Dutch colonial was one of the many architectural styles Dines and Kraft welcomed into their development. That’s why Lakewood “doesn’t seem sterile like some parts of Dallas,” Tony says.

“Most of the diversity in architecture you see in old neighborhoods is because people have torn down homes,” he says. “The fact that Dines and Kraft developed this neighborhood with the intent of bringing different architecture styles together is what make it unique.”

The Ruggeris updated the home from top to bottom. They replaced the downstairs patio with an office and the upstairs balcony with an expanded master bath and closet, then added a fourth bedroom and an upstairs laundry room. For the most part, though, the bones of the home remain in tact, and its charming characteristics — detailed trim, arched doorways, a curved staircase — have been restored and enhanced.

An early 1900s photo of 6935 Lakeshore.

An early 1900s photo of 6935 Lakeshore.

The stained glass windows and broken tile floor, which are common elements in Lakewood homes of that era, no matter their architectural style, meld with Ashley’s colorful and cozy décor. Her pink accents, including the home’s front door, complement the pink in the kitchen windows’ stained glass tulips. Photos of the couple’s large Italian and Middle Eastern families are the focal point in the front room.

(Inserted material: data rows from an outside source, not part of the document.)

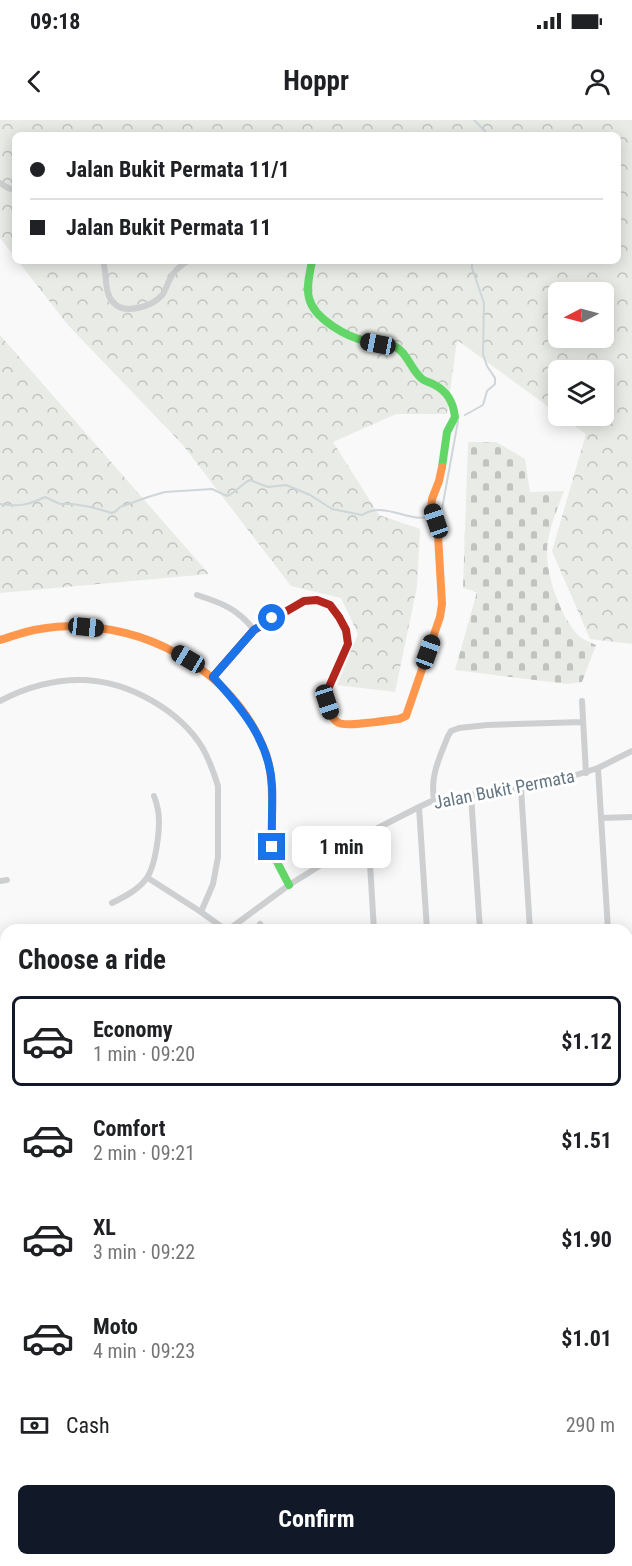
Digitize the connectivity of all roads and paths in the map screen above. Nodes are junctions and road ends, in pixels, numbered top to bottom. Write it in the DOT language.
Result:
graph roads {
  1 [pos="104,264"];
  2 [pos="183,264"];
  3 [pos="312,264"];
  4 [pos="198,595"];
  5 [pos="254,630"];
  6 [pos="0,640"];
  7 [pos="213,677"];
  8 [pos="0,700"];
  9 [pos="582,701"];
  10 [pos="583,722"];
  11 [pos="632,751"];
  12 [pos="598,768"];
  13 [pos="586,773"];
  14 [pos="521,788"];
  15 [pos="471,795"];
  16 [pos="154,796"];
  17 [pos="434,800"];
  18 [pos="419,807"];
  19 [pos="632,817"];
  20 [pos="601,818"];
  21 [pos="364,835"];
  22 [pos="148,878"];
  23 [pos="289,885"];
  24 [pos="112,903"];
  25 [pos="201,912"];
  26 [pos="218,924"];
  27 [pos="235,924"];
  28 [pos="374,924"];
  29 [pos="427,924"];
  30 [pos="480,924"];
  31 [pos="530,924"];
  32 [pos="608,924"];
  1 -- 2 [label="street"];
  3 -- 5 [label="street"];
  4 -- 5 [label="street"];
  5 -- 7 [label="street"];
  6 -- 7 [label="street"];
  7 -- 23 [label="street"];
  8 -- 25 [label="street"];
  9 -- 10 [label="street"];
  10 -- 13 [label="street"];
  10 -- 17 [label="street"];
  11 -- 12 [label="street, Jalan Bukit Permata"];
  12 -- 13 [label="street, Jalan Bukit Permata"];
  12 -- 20 [label="street"];
  13 -- 14 [label="street, Jalan Bukit Permata"];
  14 -- 15 [label="street, Jalan Bukit Permata"];
  14 -- 31 [label="street"];
  15 -- 17 [label="street, Jalan Bukit Permata"];
  15 -- 30 [label="street"];
  16 -- 22 [label="street"];
  17 -- 18 [label="street, Jalan Bukit Permata"];
  18 -- 21 [label="street, Jalan Bukit Permata"];
  18 -- 29 [label="street"];
  19 -- 20 [label="street"];
  20 -- 32 [label="street"];
  21 -- 23 [label="street, Jalan Bukit Permata"];
  21 -- 28 [label="street"];
  22 -- 24 [label="street"];
  22 -- 25 [label="street"];
  23 -- 27 [label="street, Jalan Bukit Permata"];
  25 -- 26 [label="street"];
}
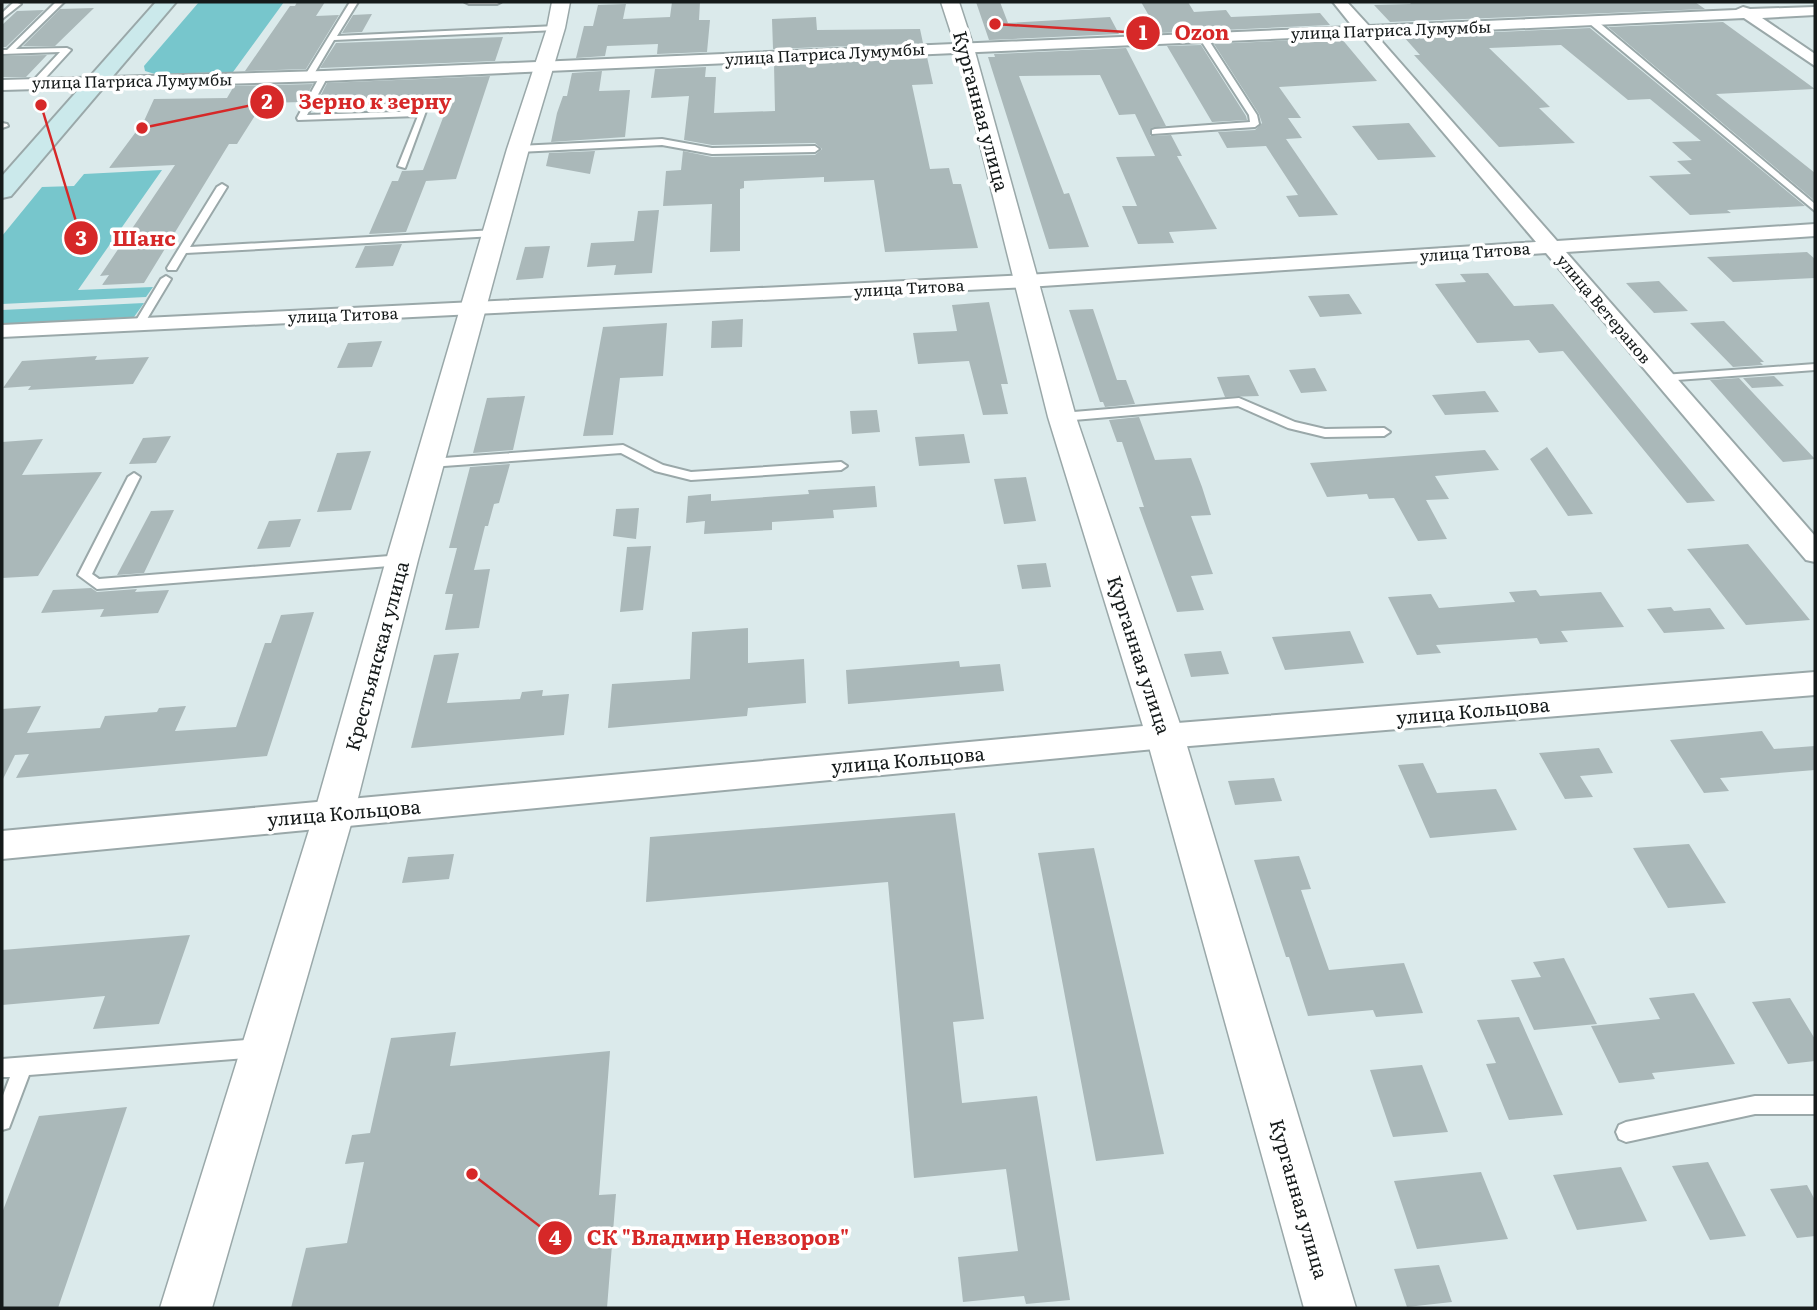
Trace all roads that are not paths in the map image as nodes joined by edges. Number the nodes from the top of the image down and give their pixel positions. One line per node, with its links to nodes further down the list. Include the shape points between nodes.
1 (60, 2): 19 (lane)
2 (166, 2): 25 (main road)
3 (354, 2): 16 (lane)
4 (468, 2): 5 (lane)
5 (497, 2)
6 (950, 2): 18 (street, Курганная улица)
7 (1339, 2): 15 (street, улица Ветеранов)
8 (1729, 2): 12 (street)
9 (17, 4): 13 (lane)
10 (1815, 11): 12 (street, улица Патриса Лумумбы)
11 (558, 15): 16 (lane); 21 (street, Крестьянская улица)
12 (1748, 15): 14 (street, улица Патриса Лумумбы); 20 (street)
13 (2, 17)
14 (1593, 22): 15 (street, улица Патриса Лумумбы); 33 (lane)
15 (1364, 31): 17 (street, улица Патриса Лумумбы); 36 (street, улица Ветеранов)
16 (332, 38): 23 (lane)
17 (1204, 39): 18 (street, улица Патриса Лумумбы); 27 (lane, via 1255,124)
18 (965, 48): 21 (street, улица Патриса Лумумбы); 40 (street, Курганная улица)
19 (5, 52): 24 (lane, via 67,50)
20 (1815, 61)
21 (544, 67): 22 (street, улица Патриса Лумумбы); 28 (street, Крестьянская улица)
22 (324, 76): 23 (street, улица Патриса Лумумбы); 30 (lane, via 302,118 423,113)
23 (308, 77): 25 (street, улица Патриса Лумумбы)
24 (35, 84): 25 (street, улица Патриса Лумумбы); 26 (street, улица Патриса Лумумбы)
25 (95, 84): 32 (main road)
26 (2, 85)
27 (1155, 132)
28 (519, 149): 29 (lane, via 662,142 712,151); 35 (street, Крестьянская улица)
29 (815, 149)
30 (402, 166)
31 (222, 187): 37 (lane)
32 (2, 191)
33 (1815, 208)
34 (1815, 230): 36 (street, улица Титова)
35 (495, 233): 37 (lane); 41 (street, Крестьянская улица)
36 (1551, 247): 40 (street, улица Титова); 45 (street, улица Ветеранов)
37 (183, 250): 38 (lane)
38 (172, 268)
39 (166, 279): 42 (lane)
40 (1027, 281): 41 (street, улица Титова); 46 (street, Курганная улица)
41 (474, 310): 42 (street, улица Титова); 48 (street, Крестьянская улица)
42 (139, 324): 43 (street, улица Титова)
43 (2, 331)
44 (1815, 367): 45 (lane)
45 (1663, 378): 51 (street, улица Ветеранов)
46 (1062, 417): 47 (lane, via 1240,402 1292,425 1325,433); 54 (street, Курганная улица)
47 (1384, 432)
48 (430, 463): 49 (lane, via 624,449 659,468 691,476); 52 (street, Крестьянская улица)
49 (841, 466)
50 (134, 477): 52 (lane, via 85,575 97,584)
51 (1815, 552)
52 (402, 560): 55 (street, Крестьянская улица)
53 (1815, 683): 54 (street, улица Кольцова)
54 (1165, 736): 55 (street, улица Кольцова); 64 (street, Курганная улица)
55 (334, 814): 56 (street, улица Кольцова); 57 (street, Крестьянская улица)
56 (2, 845)
57 (263, 1048): 58 (lane); 63 (street, Крестьянская улица)
58 (23, 1067): 59 (lane); 61 (lane)
59 (2, 1068)
60 (1815, 1105): 62 (lane, via 1755,1105)
61 (2, 1121)
62 (1626, 1132)
63 (186, 1308)
64 (1330, 1308)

Right after the Ruggeris moved in, as design firm The Burke Company was drawing up plans, Ashley asked of one bedroom, “Can we hold off on paint?” Another baby was on the way — a girl, they later discovered. The Ruggeris will welcome their third child in December, but this one isn’t going to be accompanied by a new house, they laugh. They’ve settled in to their new-old space.

“Coming home is a reminder that, if you do it right,” Tony says, “100 years later, it still looks beautiful.” —Keri Mitchell

Lakewood Home Tour

Cost: $15 in advance or $20 at the door ($30 for candlelight tour Saturday, Nov. 12, 7-9 p.m.)